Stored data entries
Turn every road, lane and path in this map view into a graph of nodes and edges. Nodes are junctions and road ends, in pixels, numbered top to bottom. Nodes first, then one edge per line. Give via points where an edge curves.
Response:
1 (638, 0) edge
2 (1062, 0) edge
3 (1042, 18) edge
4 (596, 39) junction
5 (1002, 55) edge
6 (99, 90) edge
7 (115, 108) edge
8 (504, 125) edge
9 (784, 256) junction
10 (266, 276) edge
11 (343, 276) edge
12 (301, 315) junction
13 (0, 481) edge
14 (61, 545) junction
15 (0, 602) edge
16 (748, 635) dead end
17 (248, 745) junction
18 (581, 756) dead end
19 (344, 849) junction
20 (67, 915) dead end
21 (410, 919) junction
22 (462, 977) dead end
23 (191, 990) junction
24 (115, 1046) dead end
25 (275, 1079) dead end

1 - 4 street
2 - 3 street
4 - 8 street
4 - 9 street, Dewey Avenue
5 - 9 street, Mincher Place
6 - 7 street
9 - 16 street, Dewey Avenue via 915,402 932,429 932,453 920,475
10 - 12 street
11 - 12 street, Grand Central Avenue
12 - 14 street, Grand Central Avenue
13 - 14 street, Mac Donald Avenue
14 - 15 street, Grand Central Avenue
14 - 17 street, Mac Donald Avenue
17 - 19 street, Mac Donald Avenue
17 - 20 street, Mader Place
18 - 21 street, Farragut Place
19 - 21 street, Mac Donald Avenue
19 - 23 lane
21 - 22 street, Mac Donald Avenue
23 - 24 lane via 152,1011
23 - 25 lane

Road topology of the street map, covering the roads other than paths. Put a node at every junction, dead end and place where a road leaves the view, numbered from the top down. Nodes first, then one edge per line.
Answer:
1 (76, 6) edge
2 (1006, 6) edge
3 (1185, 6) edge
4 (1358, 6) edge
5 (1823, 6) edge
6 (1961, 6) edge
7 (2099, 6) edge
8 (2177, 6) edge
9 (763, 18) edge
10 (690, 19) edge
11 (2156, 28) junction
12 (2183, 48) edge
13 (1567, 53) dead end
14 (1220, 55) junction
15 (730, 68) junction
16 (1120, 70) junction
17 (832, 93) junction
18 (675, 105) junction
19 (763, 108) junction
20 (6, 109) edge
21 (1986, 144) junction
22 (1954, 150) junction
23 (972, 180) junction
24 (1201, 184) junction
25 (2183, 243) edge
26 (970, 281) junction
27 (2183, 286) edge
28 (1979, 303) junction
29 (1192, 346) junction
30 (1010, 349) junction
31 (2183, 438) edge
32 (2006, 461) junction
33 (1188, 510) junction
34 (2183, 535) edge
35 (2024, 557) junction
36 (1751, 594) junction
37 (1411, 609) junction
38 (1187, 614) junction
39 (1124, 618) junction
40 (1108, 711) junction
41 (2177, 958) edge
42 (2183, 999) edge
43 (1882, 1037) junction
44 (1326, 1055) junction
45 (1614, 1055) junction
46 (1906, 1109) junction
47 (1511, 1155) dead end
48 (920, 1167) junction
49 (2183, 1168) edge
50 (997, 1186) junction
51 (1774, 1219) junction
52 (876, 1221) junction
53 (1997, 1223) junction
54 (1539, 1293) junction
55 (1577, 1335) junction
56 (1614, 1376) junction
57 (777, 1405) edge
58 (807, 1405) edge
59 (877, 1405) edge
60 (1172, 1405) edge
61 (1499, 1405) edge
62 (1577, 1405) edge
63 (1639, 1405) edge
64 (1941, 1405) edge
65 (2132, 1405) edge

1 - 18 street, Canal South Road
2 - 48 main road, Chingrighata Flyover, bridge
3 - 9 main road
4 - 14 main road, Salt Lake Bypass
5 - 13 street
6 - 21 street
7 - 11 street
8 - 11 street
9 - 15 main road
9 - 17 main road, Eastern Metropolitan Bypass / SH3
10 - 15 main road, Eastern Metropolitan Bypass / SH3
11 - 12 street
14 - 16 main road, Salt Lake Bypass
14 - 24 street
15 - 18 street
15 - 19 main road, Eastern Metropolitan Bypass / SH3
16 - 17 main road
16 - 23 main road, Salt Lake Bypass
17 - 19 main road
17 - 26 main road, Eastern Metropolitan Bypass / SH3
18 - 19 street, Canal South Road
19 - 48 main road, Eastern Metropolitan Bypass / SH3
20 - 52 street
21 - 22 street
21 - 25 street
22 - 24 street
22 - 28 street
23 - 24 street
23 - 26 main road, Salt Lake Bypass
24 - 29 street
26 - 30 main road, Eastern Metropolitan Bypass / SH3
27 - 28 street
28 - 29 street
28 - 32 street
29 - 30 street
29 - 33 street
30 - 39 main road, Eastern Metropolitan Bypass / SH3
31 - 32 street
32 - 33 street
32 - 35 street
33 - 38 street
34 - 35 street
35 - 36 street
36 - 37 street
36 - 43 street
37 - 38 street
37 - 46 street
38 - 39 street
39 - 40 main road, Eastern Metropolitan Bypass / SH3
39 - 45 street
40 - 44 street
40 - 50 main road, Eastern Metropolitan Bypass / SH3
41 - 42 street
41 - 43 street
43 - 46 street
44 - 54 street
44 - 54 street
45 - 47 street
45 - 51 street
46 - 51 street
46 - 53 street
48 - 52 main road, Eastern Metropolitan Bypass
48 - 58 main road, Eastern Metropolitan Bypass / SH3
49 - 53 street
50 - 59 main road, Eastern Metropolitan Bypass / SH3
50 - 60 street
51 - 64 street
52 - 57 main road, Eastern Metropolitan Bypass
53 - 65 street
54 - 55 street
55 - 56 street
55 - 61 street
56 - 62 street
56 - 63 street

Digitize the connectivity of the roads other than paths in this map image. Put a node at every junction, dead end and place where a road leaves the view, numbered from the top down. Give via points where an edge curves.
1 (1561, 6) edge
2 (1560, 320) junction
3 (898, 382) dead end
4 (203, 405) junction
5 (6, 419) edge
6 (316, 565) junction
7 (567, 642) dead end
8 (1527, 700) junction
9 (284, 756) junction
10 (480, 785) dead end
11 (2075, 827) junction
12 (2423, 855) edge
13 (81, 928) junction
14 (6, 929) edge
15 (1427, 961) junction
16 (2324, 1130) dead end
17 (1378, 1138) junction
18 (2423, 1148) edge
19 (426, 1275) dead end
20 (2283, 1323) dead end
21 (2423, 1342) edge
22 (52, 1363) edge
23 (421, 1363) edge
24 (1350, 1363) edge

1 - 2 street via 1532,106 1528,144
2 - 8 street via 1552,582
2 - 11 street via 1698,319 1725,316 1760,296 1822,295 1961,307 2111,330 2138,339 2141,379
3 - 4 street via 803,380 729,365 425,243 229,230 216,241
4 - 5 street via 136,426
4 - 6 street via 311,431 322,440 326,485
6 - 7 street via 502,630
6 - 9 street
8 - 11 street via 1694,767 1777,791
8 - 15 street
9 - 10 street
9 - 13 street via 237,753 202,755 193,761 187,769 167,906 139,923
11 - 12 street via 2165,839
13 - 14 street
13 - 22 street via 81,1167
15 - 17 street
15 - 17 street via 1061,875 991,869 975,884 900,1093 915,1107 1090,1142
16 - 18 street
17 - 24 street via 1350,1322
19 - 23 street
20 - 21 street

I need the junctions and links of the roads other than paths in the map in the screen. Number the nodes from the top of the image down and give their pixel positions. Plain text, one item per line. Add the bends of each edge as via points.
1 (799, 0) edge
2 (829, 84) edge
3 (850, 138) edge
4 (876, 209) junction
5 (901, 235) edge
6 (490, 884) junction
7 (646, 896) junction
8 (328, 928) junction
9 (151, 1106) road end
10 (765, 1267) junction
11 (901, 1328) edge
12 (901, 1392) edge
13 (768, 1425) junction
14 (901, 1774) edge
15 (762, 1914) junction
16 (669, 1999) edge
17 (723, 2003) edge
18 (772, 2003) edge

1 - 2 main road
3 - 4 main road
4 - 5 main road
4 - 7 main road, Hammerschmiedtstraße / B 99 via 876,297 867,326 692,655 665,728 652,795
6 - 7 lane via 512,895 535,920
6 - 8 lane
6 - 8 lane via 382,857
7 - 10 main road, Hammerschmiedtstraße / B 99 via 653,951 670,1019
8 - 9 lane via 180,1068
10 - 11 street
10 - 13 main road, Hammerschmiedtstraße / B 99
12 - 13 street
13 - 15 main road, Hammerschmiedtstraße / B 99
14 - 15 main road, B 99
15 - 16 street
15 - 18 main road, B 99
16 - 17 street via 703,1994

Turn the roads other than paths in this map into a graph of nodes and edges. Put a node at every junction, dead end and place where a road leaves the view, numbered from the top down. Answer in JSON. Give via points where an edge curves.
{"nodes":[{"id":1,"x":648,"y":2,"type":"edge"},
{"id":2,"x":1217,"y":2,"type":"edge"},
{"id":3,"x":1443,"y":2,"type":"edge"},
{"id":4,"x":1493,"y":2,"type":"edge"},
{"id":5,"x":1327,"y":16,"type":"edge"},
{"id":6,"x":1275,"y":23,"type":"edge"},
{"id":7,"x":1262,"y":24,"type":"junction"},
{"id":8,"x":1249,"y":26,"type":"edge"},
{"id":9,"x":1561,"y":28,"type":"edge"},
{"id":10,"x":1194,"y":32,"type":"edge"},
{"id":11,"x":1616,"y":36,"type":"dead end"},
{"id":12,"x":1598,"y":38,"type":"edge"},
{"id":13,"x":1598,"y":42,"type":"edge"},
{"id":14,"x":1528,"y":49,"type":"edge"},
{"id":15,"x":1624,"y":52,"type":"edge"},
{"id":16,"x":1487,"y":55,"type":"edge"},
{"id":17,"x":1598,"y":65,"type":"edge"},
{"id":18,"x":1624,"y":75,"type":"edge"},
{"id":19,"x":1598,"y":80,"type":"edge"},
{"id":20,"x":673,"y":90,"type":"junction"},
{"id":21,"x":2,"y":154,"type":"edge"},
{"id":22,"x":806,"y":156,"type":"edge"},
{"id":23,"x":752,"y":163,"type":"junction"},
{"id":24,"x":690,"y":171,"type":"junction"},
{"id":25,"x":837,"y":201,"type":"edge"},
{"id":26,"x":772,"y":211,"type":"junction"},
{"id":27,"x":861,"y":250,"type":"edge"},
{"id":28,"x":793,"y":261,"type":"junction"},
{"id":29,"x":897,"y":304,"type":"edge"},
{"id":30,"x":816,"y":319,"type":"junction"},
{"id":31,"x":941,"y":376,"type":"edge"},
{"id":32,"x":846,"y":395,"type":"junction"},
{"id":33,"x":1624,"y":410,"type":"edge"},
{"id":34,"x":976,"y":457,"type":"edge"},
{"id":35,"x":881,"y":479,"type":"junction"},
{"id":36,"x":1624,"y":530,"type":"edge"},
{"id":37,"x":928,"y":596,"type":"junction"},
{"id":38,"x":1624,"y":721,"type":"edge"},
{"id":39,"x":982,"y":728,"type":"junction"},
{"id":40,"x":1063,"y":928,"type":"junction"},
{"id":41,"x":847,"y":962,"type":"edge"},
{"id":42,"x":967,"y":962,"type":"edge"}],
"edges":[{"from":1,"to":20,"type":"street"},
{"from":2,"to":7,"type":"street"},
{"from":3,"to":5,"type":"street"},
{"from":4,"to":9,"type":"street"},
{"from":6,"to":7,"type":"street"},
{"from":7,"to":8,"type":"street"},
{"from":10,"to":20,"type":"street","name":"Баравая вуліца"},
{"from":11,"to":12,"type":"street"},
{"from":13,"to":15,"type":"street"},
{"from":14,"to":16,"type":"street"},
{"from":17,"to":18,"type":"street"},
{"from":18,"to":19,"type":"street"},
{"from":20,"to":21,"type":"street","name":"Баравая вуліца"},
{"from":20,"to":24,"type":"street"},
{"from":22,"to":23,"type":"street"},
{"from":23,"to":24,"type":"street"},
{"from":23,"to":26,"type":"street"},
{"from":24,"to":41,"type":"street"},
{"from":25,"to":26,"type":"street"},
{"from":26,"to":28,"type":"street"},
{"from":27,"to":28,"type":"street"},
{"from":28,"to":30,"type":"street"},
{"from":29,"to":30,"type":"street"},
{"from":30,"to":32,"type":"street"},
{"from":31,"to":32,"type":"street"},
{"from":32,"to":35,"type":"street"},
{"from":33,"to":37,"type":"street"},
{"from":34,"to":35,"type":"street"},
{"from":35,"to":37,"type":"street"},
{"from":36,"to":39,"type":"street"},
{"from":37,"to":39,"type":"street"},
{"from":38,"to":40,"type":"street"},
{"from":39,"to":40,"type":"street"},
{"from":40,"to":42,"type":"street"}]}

== Exercise details ==
Whenever a line in the data holds "Lake", copy that line.

== Result of this exercise ==
4 - 14 main road, Salt Lake Bypass
14 - 16 main road, Salt Lake Bypass
16 - 23 main road, Salt Lake Bypass
23 - 26 main road, Salt Lake Bypass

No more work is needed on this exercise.